- [Saved entries]
=-=-=

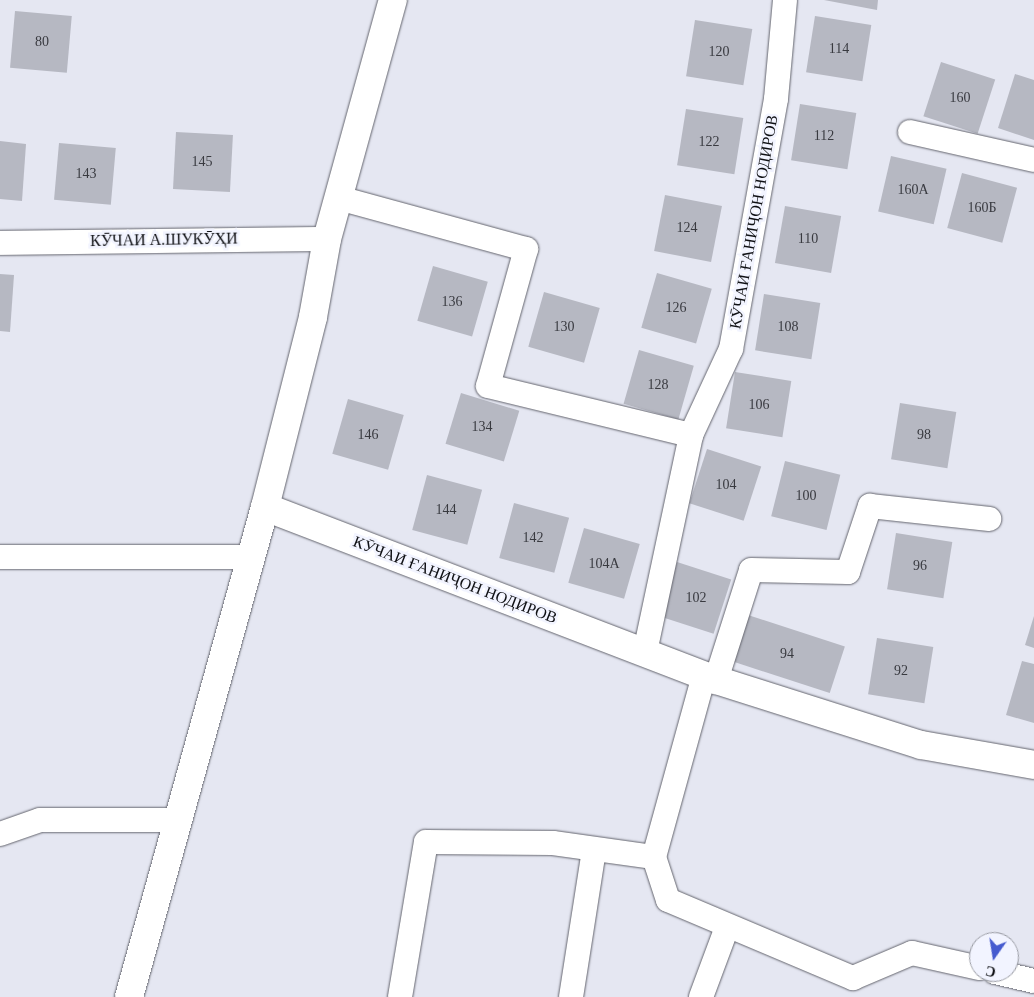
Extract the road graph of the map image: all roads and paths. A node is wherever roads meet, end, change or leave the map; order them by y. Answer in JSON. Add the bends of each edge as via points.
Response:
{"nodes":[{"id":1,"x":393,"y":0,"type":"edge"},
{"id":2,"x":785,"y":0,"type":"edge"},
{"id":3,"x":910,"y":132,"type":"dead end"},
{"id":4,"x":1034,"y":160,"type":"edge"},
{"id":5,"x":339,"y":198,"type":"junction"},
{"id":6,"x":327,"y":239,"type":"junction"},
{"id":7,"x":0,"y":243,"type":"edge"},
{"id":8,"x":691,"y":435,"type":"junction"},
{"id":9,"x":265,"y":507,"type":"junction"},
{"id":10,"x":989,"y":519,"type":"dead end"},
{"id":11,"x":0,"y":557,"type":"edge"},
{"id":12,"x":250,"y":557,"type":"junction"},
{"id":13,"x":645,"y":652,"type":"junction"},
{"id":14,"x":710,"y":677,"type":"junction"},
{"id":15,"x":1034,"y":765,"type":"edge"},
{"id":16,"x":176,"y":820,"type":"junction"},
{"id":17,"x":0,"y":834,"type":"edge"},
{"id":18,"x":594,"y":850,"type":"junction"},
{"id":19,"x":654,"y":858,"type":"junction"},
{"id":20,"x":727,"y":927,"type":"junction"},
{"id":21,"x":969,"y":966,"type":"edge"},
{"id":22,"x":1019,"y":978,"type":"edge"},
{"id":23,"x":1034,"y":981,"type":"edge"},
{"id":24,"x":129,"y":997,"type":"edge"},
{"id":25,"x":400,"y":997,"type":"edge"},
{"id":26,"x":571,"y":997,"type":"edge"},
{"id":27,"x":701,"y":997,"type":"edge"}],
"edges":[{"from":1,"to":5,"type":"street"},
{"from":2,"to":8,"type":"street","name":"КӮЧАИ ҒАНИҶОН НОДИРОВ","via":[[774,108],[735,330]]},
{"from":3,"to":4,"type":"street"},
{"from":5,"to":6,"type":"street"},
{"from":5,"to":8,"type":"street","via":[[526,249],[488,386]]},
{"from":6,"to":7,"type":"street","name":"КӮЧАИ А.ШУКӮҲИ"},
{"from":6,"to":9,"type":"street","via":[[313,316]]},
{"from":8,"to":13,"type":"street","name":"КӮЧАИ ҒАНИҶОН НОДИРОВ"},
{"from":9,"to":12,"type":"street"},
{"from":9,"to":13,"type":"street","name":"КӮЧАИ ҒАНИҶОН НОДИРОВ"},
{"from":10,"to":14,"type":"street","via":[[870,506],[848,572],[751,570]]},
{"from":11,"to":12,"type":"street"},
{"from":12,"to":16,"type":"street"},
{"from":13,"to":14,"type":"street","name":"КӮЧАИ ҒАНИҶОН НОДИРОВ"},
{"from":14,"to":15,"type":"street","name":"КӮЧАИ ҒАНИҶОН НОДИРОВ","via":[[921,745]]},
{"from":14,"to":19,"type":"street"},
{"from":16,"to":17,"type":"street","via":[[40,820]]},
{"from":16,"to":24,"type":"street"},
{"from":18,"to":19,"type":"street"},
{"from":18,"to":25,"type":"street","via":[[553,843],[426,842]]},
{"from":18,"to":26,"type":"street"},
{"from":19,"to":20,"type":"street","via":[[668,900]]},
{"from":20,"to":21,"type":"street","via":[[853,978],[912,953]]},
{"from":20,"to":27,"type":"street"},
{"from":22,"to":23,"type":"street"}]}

=-=-=

- [Goal of the exercise] Search the records for the word "dead". Copy each line where it appears.

- [Output of the task]
{"id":3,"x":910,"y":132,"type":"dead end"},
{"id":10,"x":989,"y":519,"type":"dead end"},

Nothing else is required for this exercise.